[[ Provided data open ]]

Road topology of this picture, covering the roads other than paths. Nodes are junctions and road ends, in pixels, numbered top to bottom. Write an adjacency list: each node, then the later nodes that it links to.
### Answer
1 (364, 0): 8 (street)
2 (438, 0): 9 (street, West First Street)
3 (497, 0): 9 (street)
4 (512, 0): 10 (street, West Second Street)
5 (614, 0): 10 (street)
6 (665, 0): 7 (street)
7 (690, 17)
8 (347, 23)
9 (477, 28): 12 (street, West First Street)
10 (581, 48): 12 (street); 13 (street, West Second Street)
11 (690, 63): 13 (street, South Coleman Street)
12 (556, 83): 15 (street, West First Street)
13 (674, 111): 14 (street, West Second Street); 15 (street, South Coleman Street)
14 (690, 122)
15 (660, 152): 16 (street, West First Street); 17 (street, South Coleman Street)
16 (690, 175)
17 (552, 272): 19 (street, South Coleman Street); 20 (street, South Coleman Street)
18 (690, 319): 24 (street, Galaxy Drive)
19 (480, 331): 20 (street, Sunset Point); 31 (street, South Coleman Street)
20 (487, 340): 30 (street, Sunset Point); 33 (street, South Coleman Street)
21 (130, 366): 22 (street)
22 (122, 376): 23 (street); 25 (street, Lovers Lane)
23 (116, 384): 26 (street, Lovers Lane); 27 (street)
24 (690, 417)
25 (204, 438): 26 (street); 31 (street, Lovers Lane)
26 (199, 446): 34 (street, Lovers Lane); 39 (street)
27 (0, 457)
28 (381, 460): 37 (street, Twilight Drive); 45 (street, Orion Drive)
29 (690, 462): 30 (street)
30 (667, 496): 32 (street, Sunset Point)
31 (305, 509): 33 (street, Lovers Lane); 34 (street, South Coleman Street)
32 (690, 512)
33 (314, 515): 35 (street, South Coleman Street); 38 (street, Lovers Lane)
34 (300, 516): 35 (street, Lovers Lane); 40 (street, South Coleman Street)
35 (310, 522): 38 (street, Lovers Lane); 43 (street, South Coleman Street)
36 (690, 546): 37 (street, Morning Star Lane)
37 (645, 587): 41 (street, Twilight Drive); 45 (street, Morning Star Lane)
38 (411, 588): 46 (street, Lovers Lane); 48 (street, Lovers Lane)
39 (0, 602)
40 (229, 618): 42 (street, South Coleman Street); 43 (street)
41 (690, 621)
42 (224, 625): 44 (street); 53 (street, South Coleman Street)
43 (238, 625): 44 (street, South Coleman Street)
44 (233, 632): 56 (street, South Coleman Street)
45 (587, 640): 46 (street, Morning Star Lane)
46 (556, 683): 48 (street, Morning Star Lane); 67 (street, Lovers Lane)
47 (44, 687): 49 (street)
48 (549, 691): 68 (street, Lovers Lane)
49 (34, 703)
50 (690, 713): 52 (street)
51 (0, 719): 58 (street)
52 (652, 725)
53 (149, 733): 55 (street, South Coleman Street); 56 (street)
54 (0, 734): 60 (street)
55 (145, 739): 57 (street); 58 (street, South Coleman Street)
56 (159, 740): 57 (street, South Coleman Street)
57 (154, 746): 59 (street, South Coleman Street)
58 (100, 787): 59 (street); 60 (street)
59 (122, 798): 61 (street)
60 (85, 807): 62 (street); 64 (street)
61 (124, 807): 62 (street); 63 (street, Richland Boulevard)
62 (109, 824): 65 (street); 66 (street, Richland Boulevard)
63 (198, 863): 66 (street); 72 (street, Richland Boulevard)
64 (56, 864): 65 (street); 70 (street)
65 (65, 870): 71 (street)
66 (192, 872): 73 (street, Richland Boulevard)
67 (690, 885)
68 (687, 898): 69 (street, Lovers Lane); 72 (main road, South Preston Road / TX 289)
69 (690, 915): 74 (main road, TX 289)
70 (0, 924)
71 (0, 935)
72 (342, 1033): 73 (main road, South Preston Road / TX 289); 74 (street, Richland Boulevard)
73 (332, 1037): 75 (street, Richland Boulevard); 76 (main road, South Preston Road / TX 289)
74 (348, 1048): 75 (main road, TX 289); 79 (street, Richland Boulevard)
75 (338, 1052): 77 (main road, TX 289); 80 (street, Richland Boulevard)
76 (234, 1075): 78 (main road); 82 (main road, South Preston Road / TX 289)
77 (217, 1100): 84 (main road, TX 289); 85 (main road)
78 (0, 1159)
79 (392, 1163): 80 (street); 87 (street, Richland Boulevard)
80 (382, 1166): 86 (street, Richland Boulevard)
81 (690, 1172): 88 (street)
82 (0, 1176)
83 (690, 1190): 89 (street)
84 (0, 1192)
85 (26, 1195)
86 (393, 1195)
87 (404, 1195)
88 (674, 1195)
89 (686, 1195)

[[ Provided data closed ]]

**Exercise goal**
When the word "main" occurs in a line above, list that line.

**Solved problem**
68 (687, 898): 69 (street, Lovers Lane); 72 (main road, South Preston Road / TX 289)
69 (690, 915): 74 (main road, TX 289)
72 (342, 1033): 73 (main road, South Preston Road / TX 289); 74 (street, Richland Boulevard)
73 (332, 1037): 75 (street, Richland Boulevard); 76 (main road, South Preston Road / TX 289)
74 (348, 1048): 75 (main road, TX 289); 79 (street, Richland Boulevard)
75 (338, 1052): 77 (main road, TX 289); 80 (street, Richland Boulevard)
76 (234, 1075): 78 (main road); 82 (main road, South Preston Road / TX 289)
77 (217, 1100): 84 (main road, TX 289); 85 (main road)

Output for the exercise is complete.